Saturday, February 16, 2008

Light-Hearted Look at the Hazards of Being a Writer

Light-hearted? There is nothing light-hearted about the hazards of being a writer. Every day, I hear voices in my head and feel compelled to talk back.

“No you don’t.”

What? Dag-nabbit, there goes another one. She’s a protagonist, I think…I’ve been trying to delete her.

“Don’t even try, bucko.”

So yes, it’s a serious condition, this mental deterioration which results from writing. The longer you work with the words, the more they begin to seep through you subconscious mind and take over the rest of your life. You begin to think of freedom of speech as a right and you try to enforce it, but then you have characters who begin to say terrible, horrible, unpublishable things.

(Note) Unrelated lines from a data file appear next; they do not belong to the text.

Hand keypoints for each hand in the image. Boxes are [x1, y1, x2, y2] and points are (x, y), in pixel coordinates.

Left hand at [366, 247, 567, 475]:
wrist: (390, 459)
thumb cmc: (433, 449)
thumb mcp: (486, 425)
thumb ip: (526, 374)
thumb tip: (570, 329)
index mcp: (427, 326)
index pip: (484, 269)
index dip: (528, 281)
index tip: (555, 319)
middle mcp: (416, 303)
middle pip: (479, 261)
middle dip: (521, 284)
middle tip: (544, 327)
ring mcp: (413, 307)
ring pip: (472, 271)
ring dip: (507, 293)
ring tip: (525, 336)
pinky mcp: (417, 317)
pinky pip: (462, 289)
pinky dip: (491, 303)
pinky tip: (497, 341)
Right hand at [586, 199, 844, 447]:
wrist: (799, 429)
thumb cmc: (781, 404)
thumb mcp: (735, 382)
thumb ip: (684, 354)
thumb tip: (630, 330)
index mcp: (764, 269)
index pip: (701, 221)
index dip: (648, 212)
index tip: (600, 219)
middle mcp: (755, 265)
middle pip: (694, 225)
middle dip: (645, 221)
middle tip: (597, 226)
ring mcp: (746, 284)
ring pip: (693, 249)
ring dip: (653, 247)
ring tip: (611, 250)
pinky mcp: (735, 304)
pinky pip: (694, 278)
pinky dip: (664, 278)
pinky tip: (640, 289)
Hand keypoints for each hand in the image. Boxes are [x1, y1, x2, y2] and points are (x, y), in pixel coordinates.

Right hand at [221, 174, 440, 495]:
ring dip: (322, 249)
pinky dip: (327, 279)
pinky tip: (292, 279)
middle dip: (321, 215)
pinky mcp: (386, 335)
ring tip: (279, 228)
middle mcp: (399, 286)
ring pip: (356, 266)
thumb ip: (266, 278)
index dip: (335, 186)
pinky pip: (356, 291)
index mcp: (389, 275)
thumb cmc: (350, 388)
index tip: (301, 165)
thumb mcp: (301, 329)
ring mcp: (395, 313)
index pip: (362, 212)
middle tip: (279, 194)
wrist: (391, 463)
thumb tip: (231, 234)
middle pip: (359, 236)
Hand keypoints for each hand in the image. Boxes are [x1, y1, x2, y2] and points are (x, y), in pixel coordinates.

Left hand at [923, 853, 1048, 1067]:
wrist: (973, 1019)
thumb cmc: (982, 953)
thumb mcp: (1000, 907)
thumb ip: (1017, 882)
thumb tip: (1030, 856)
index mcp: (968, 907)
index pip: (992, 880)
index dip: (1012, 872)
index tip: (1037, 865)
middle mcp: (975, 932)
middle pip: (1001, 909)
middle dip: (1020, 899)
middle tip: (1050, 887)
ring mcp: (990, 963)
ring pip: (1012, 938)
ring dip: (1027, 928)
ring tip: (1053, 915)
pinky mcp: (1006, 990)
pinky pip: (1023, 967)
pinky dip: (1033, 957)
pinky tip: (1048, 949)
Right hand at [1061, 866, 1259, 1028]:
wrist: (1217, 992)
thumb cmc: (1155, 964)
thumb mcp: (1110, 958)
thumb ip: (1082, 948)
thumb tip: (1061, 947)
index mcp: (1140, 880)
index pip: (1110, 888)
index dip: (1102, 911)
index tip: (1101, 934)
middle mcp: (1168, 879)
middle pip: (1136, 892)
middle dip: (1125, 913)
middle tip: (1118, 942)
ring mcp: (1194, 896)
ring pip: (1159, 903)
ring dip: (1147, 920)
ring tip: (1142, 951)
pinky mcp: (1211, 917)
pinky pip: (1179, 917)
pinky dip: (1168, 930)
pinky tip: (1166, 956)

“What, you think I’ll be like Jane Fonda? She only said the c-word. And it was only national television.”

Dagny, stop it – I don’t need to get banned from Helium because of you.

“What, you’re afraid of a fictional character?”

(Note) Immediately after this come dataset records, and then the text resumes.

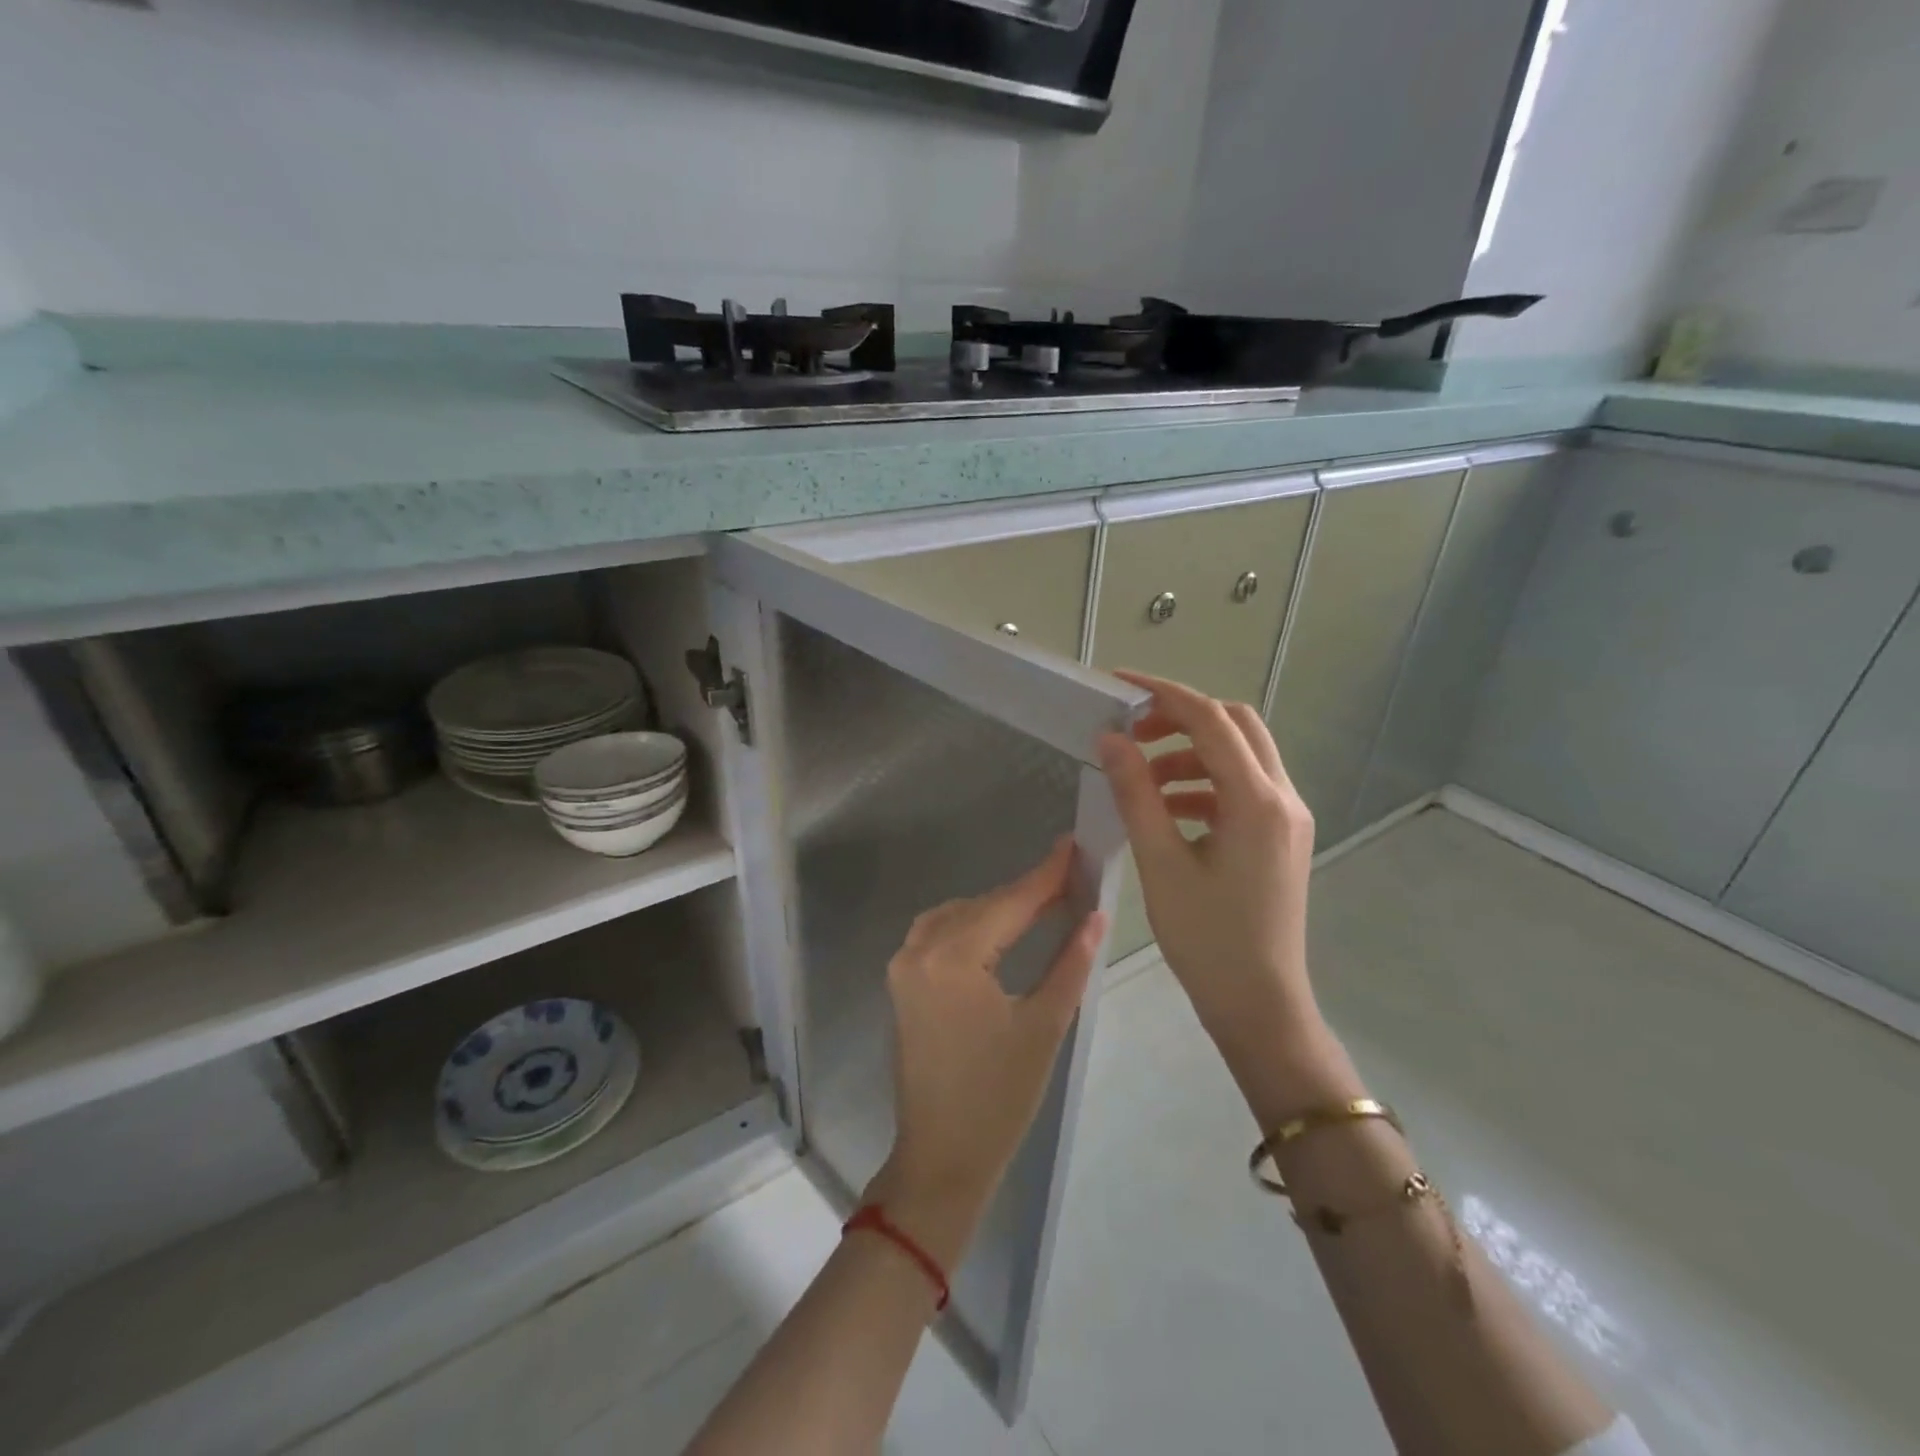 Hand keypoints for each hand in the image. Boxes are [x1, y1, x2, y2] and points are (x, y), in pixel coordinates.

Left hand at [868, 838, 1105, 1269]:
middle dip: (1026, 892)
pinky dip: (973, 925)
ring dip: (998, 908)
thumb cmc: (999, 1098)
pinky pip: (939, 934)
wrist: (941, 1158)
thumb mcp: (1044, 1026)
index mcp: (952, 958)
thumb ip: (1069, 962)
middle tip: (1071, 877)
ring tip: (1044, 903)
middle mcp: (918, 949)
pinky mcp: (901, 982)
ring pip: (958, 915)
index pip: (1009, 903)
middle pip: (982, 906)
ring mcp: (903, 965)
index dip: (1045, 874)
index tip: (1074, 844)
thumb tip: (1095, 914)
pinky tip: (1002, 929)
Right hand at [1097, 671, 1362, 1127]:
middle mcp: (1283, 798)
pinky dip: (1203, 784)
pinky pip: (1241, 789)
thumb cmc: (1208, 939)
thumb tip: (1110, 739)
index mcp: (1258, 800)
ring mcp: (1287, 818)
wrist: (1260, 1004)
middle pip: (1236, 726)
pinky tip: (1166, 809)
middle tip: (1133, 733)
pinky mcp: (1280, 837)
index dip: (1163, 694)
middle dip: (1182, 718)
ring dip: (1190, 753)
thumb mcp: (1162, 863)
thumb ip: (1136, 793)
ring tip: (1141, 778)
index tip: (1119, 685)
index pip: (1210, 720)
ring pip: (1240, 756) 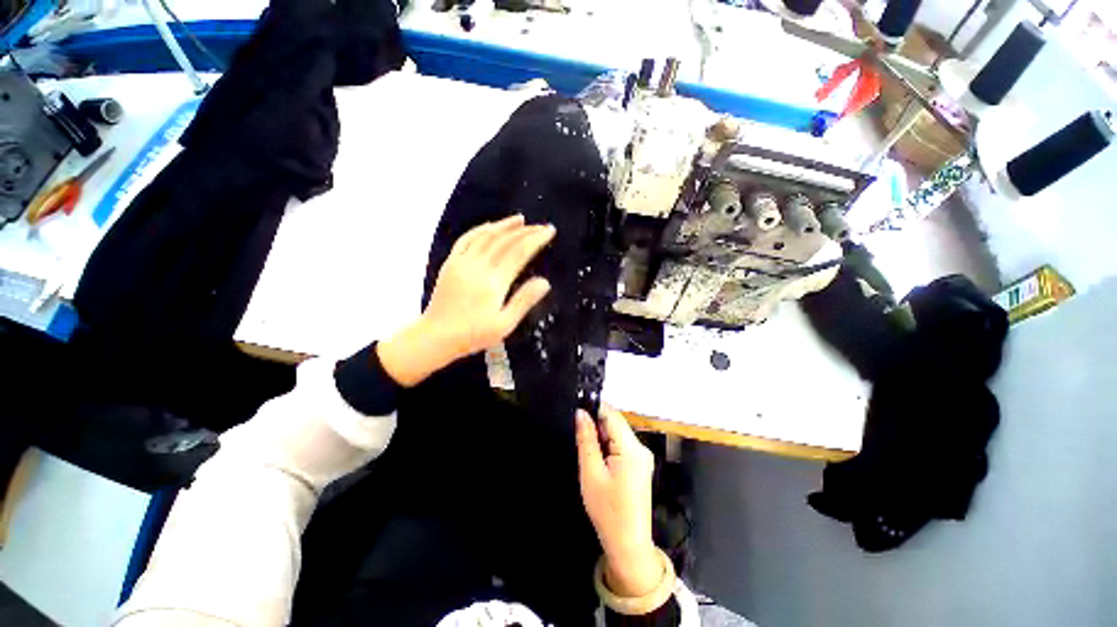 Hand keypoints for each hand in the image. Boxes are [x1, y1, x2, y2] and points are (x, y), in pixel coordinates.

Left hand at [377, 215, 554, 386]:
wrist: (436, 336)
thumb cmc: (473, 334)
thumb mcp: (504, 324)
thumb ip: (524, 301)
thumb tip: (545, 282)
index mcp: (494, 282)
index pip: (519, 252)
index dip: (536, 239)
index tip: (549, 231)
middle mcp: (478, 267)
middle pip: (505, 241)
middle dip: (526, 231)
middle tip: (540, 226)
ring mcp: (462, 262)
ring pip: (486, 235)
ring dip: (504, 225)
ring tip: (520, 220)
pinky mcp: (450, 263)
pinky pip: (466, 239)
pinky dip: (481, 229)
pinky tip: (491, 226)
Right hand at [576, 405, 660, 597]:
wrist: (628, 544)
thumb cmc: (607, 510)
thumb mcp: (591, 473)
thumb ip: (586, 439)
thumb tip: (580, 413)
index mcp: (631, 448)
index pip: (612, 414)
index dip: (594, 408)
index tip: (577, 411)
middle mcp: (641, 448)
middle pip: (616, 423)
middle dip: (597, 425)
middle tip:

I’m not afraid of you, just afraid of what you’ll make me write.

“Well fudge,” Dagny mutters, planting hands on hips, glancing down at the polished handle of her plasma disintegrator, “how in the gosh-darned heck am I going to express myself? What, you call yourself a writer? More like a two-bit cyber-punk wannabe trying to drive traffic to some cheap-skate website.”

Like I said, it’s dangerous being a writer. Just when you think you’re safe, your fingers start typing out the n-word and the f-word and then all kinds of social norms get shattered in the name of literature. Before you know it, the Catholic Church is pounding at your front door while Homeland Security goons drag you out the back.

“Oh, you wish,” Dagny adds. “That only happens when you’re popular. I don’t think you have enough friends for that.”

Great. There it is, the greatest hazard of all, true death to the writer – self esteem so low that his own imagination fails to believe in him.

Dagny rolls her eyes. She would tap her foot on the ground, but I’ve been taught to never write in clich├ęs.

“Oh, it’s not that I don’t believe in you,” Dagny says. “It’s just that we’re tired of your whining.”

We? Who’s we?

“We, us, the rest of the voices. What, you thought it was just me down here?”

Ah crud. I suppose I could just go ahead and ignore the physical hazards, then – carpal tunnel, eyestrain, mental disfigurement.

Dagny crosses her arms. “Mental disfigurement? Are you making up words again?”

No, I’m trying to describe the act of jabbing a pair of scissors through my skull. Man, can’t I get even a few moments without you crazy inner monologues? I’m trying to express a serious point here about the hazards of being a writer.

Another voice pipes in – Jonathan. He sounds tired again, as usual. “Hazards?” Jonathan asks. “I think you have it pretty good.”

Right. Listen, Jonathan, I know you don’t understand that you’re fictional, but you should at least know that you’re only some dude in a novel. It’s your job to face down fire-belching dragons and homicidal robots. It’s called poetic license.

Jonathan and Dagny exchange looks. Dagny mimes the act of jabbing a pair of scissors through somebody’s skull – probably mine.

Listen, I tell them, sitting at a keyboard all day isn’t as easy as it looks. I get migraines from neck pain, and my wrist still hurts, so if you buggers could just go back to whichever part of my brain spawned you, then I’ll go on back to work.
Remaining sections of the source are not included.